Улья Нова - Инка
В ответ на дедовы жалобы черное изваяние ястреба ожило, шевельнулось, оттолкнулось от стариковского плеча, оставив, наверное, рваный след когтей на тулупе. Крылья распахнулись, хлестнули воздух, и этот звук призван был привести в содрогание все полевое воинство: откормленных юрких мышек и медлительных пузатых крыс. Черный точеный силуэт птицы устремился к Маме Килье, словно нес к ее щекастому молочному лицу дедовы жалобы и обиды. Инка и дед не без зависти наблюдали, как ястреб парит над полем и, раскинув крылья, обнимает темные, шепчущиеся с ветром травы.
– Положим, и вправду, легенды о вас, как перелетные птицы, летают по миру. Пусть себе дальше летят. А я хочу знать, зачем вы меня искали в аэропорту? Уж объясните, а то вы меня здорово отвлекли, я человека пропустила, не встретила из-за вас, – распалилась Инка.
– Брешешь, я тебя и знать-то не знаю, – прищурился дед, и в густеющей ночи его глазенки хитровато блеснули.
Он поглядывал на Инку искоса, как на зверька в силке, выжидал, как она выпутается, что скажет или все-таки не найдется, сдастся.
– Не врите, вам про меня Уаскаро наверняка рассказывал!
– Как же, жаловался, – дед ухмыльнулся, – что спешишь и думаешь не о том.
– А еще, что он еще говорил обо мне? И вообще, где он? – почти крикнула Инка. Неожиданный возглас заставил содрогнуться деда, разбудил темные, дремлющие поля, встревожил задумчиво кружащего ястреба и привел в панику добродушную ленивую Маму Килью.
Возможно, тут-то Инка и срезалась, нарушила покой сумерек и спугнула готовность деда пооткровенничать. В этом была ее ошибка, согласно ритуалу надо было двигаться плавно и медленно, надо было выдувать слова осторожно, как легкий ветерок, не спеша выжидать и почтительно вытягивать тайны. «Эх, – опомнилась Инка, – надо было вначале спросить про него самого, про пламя изо рта, про дым из носа, а потом тактично поинтересоваться, что это за легенды, как перелетные птицы, щебечут о нем на разных материках и островах». Но, кажется, было уже поздно.
Такую грубую оплошность дед не простил, он потух и потерял к Инке всякий интерес.
Инка смущена, она почесывает затылок, приглаживает волосы, словно ищет в них совет, как бы положение выправить, как бы ошибку замять. Но все уже произошло, дед отвернулся и двинулся прочь. Вот он уже бочком входит в темное море трав. Он медленно бредет по полю, покачивается среди сорных цветов и былинок, оступается на кочках и колдобинах. Запрокинув голову, он кричит в небо на неизвестном языке: «Киу-киу». А об Инке и думать забыл.

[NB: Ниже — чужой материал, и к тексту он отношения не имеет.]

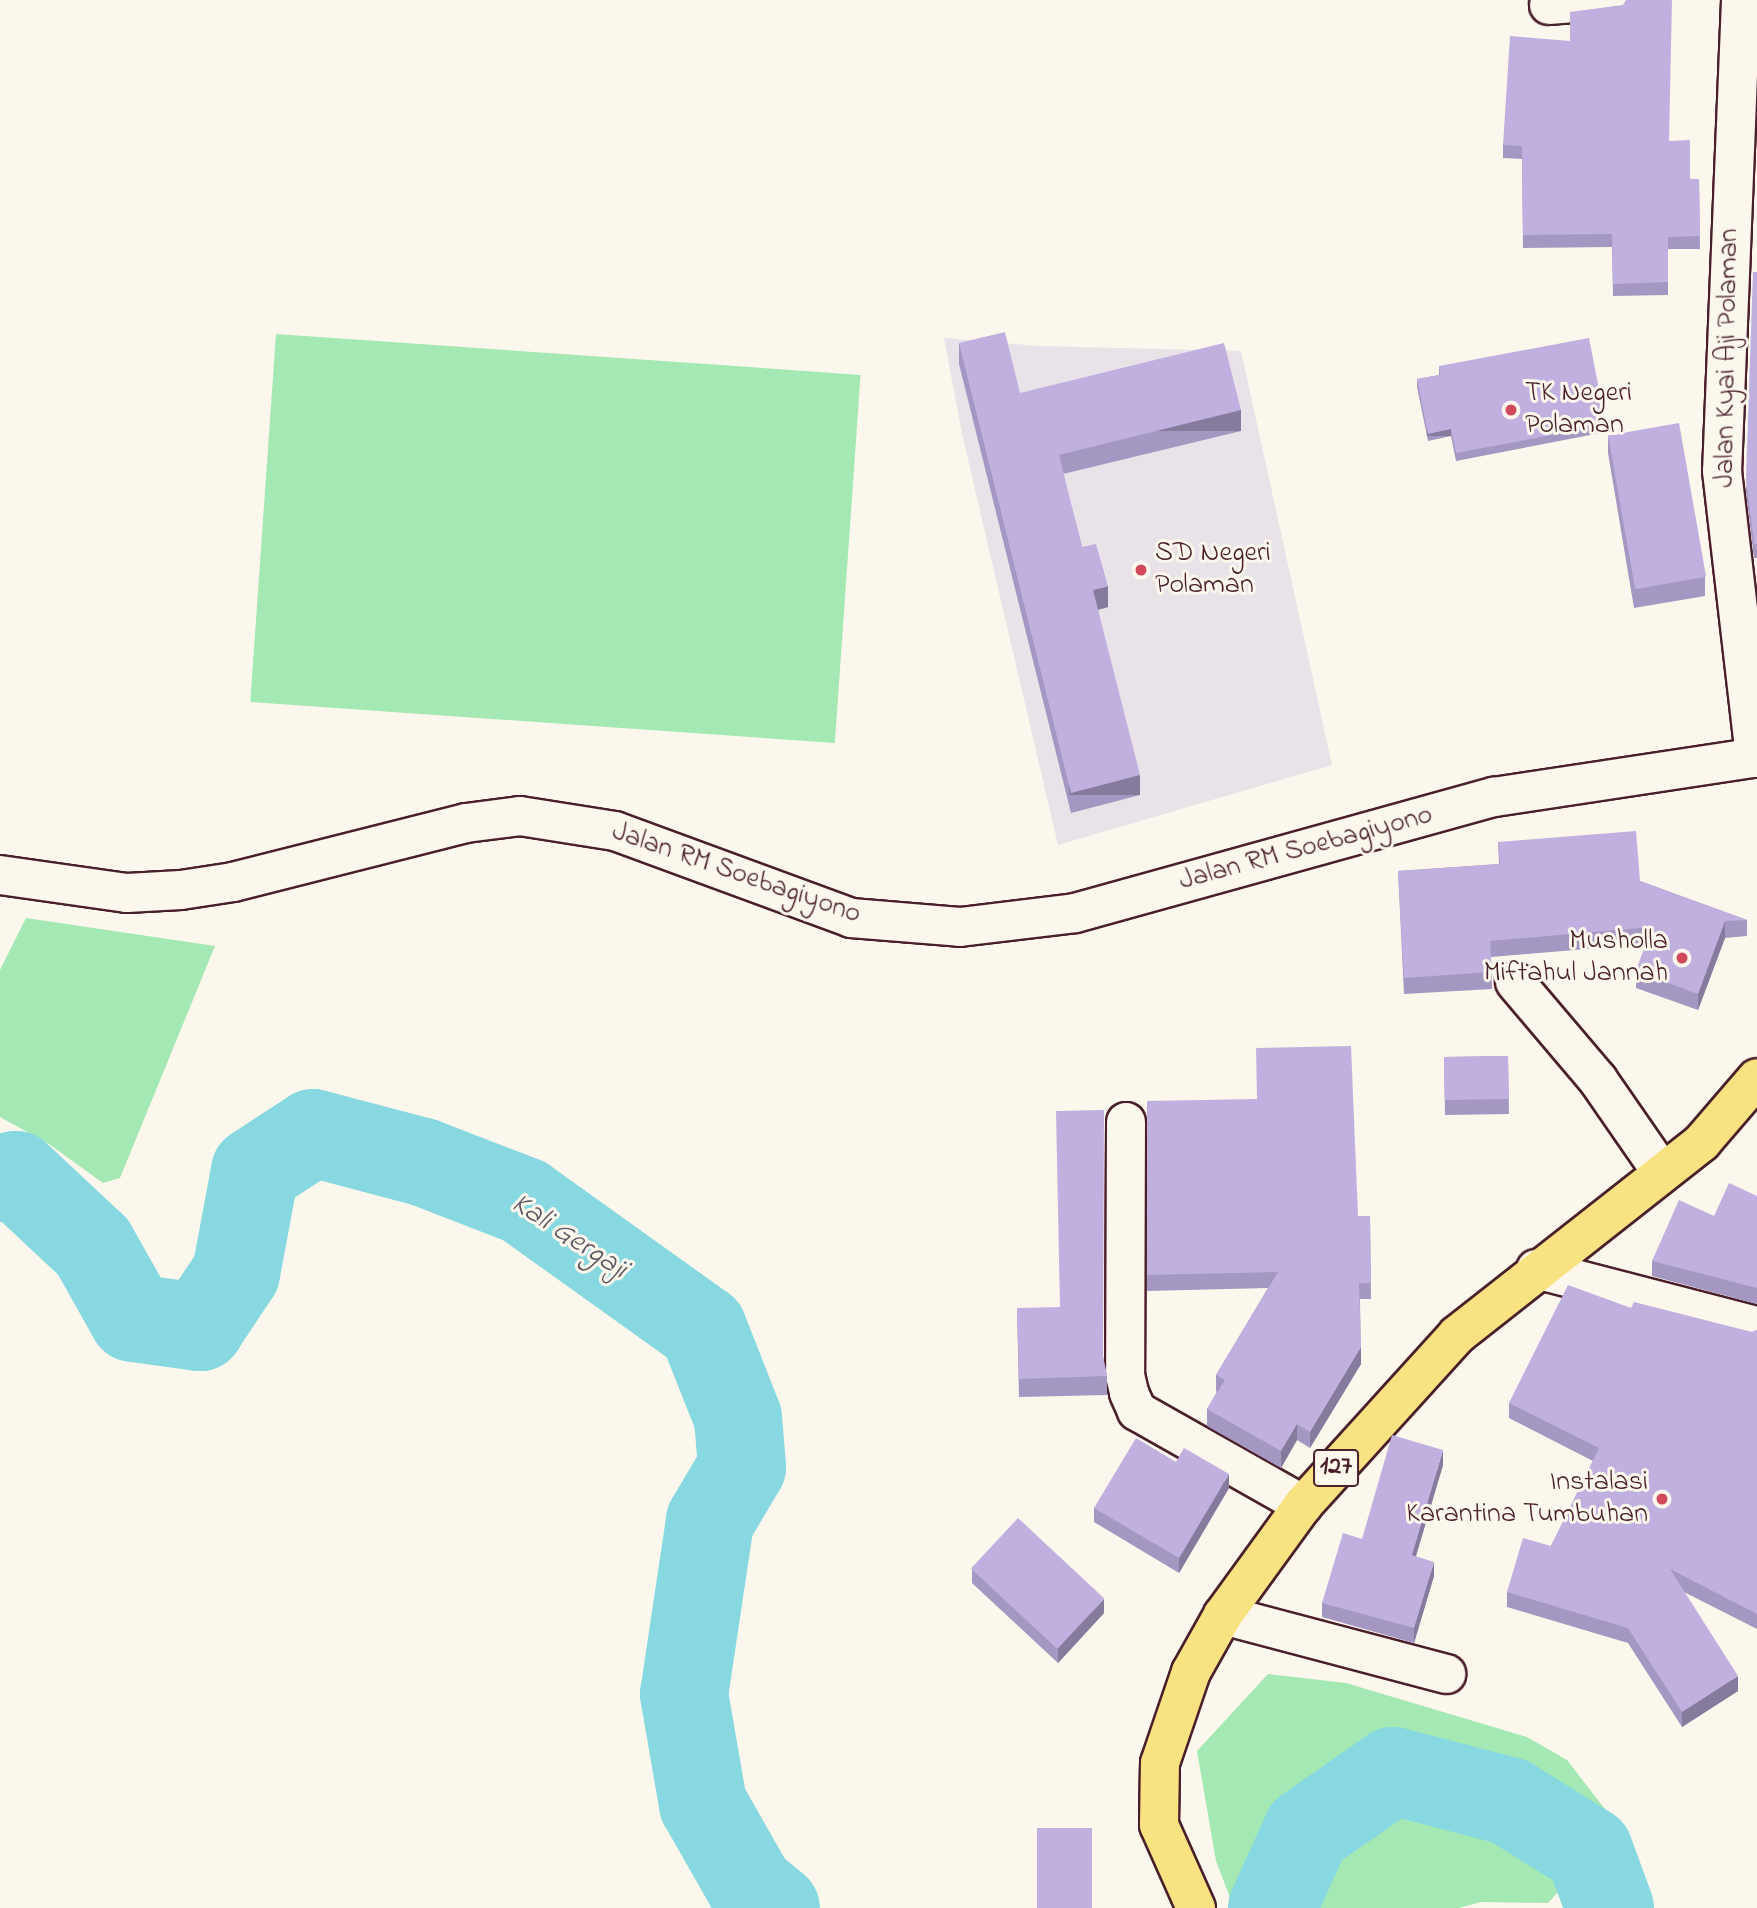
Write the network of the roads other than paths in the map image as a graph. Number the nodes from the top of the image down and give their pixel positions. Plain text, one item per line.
1 (1611, 0) edge
2 (1741, 0) edge
3 (1549, 5) dead end
4 (1756, 757) edge
5 (0, 875) edge
6 (1515, 982) dead end
7 (1754, 1085) edge
8 (1126, 1122) dead end
9 (1661, 1171) junction
10 (1536, 1269) junction
11 (1757, 1326) edge
12 (1303, 1505) junction
13 (1223, 1615) junction
14 (1446, 1674) dead end
15 (1195, 1904) edge

1 - 3 street
2 - 4 street, Jalan Kyai Aji Polaman
4 - 5 street, Jalan RM Soebagiyono
6 - 9 street
7 - 9 main road, 127
8 - 12 street
9 - 10 main road, 127
10 - 11 street
10 - 12 main road, 127
12 - 13 main road, 127
13 - 14 street
13 - 15 main road, 127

Инка стоит на шоссе, ветер треплет ее сарафанчик, как рваный парус. Она жалобно смотрит вслед Огнеопасному деду, который темной каменной глыбой, пловцом в море трав, отдаляется все дальше. Инка то делает шаг за ним, то нерешительно отступает назад, не зная, стоит ли бросаться вдогонку, нужно ли кричать и плакать. Дай ей волю, так она с удовольствием бы осыпала деда оплеухами и выпытала про Уаскаро, где он и что с ним. Но дед быстро удаляется, его темная фигурка сливается с сумерками. Инка застыла и нерешительно смотрела ему вслед. Никогда ни один человек не расстраивал ее так, как это лукавое нетрезвое существо со шрамом вдоль лба. Ни один человек так не растравливал ее любопытство, как этот дед, который уносит с собой разгадку Уаскаро и ключи к его тайне. Инка защищает плечи от налетов порывистого ветра, она боится, что больше никогда не встретит этого человека в шкурах, легенды о котором перелетными птицами мечутся по планете. Огнеопасный дед сливается с темнотой, а птица кецаль поет ему вдогонку жалобную песнь. А что, если любой человек несет разгадки каких-то великих тайн? А что, если в каждом среди барахла, в вигваме-бедламе бессознания затеряны ответы на великие вопросы? Тогда каждого человека надо вот так, жалобно, с тоской, с грустной песней кецали провожать к темному горизонту.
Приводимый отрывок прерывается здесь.